## [What needs to be done]
If a line of the records contains the string "НЕВЕЛЬСКОГО", copy it out.

[Opening Excerpted records section]

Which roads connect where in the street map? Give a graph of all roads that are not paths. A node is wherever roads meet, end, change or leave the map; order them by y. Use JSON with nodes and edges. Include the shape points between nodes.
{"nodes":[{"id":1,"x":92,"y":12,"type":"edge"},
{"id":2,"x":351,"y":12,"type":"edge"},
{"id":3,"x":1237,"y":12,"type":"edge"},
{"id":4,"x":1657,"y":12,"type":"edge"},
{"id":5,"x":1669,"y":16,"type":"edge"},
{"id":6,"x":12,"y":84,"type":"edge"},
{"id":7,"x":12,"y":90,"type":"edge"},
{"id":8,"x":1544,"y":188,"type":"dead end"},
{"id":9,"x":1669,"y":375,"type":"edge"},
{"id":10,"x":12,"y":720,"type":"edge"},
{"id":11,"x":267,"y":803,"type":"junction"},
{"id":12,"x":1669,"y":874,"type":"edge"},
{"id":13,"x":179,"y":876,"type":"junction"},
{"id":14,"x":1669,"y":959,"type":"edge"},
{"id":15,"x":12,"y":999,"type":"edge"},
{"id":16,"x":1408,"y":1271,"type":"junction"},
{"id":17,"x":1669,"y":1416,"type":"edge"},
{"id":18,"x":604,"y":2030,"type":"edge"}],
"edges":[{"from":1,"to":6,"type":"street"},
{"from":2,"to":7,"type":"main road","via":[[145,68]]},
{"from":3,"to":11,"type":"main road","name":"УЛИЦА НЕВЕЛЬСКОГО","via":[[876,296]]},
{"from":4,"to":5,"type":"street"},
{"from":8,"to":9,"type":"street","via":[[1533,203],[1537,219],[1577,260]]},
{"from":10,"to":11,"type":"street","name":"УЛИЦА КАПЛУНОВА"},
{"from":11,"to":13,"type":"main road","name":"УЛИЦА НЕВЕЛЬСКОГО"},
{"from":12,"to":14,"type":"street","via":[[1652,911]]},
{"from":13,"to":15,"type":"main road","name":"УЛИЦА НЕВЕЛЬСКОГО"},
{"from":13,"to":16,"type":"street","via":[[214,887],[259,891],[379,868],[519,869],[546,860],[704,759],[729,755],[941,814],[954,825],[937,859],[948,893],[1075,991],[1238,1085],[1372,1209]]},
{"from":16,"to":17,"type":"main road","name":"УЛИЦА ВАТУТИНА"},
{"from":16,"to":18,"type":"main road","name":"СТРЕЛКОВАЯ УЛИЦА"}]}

[Closing Excerpted records section]

## [Response to the exercise]
{"from":3,"to":11,"type":"main road","name":"УЛИЦА НЕВЕЛЬСКОГО","via":[[876,296]]},
{"from":11,"to":13,"type":"main road","name":"УЛИЦА НЕВЕЛЬСКОГО"},
{"from":13,"to":15,"type":"main road","name":"УЛИЦА НЕВЕЛЬСКОГО"},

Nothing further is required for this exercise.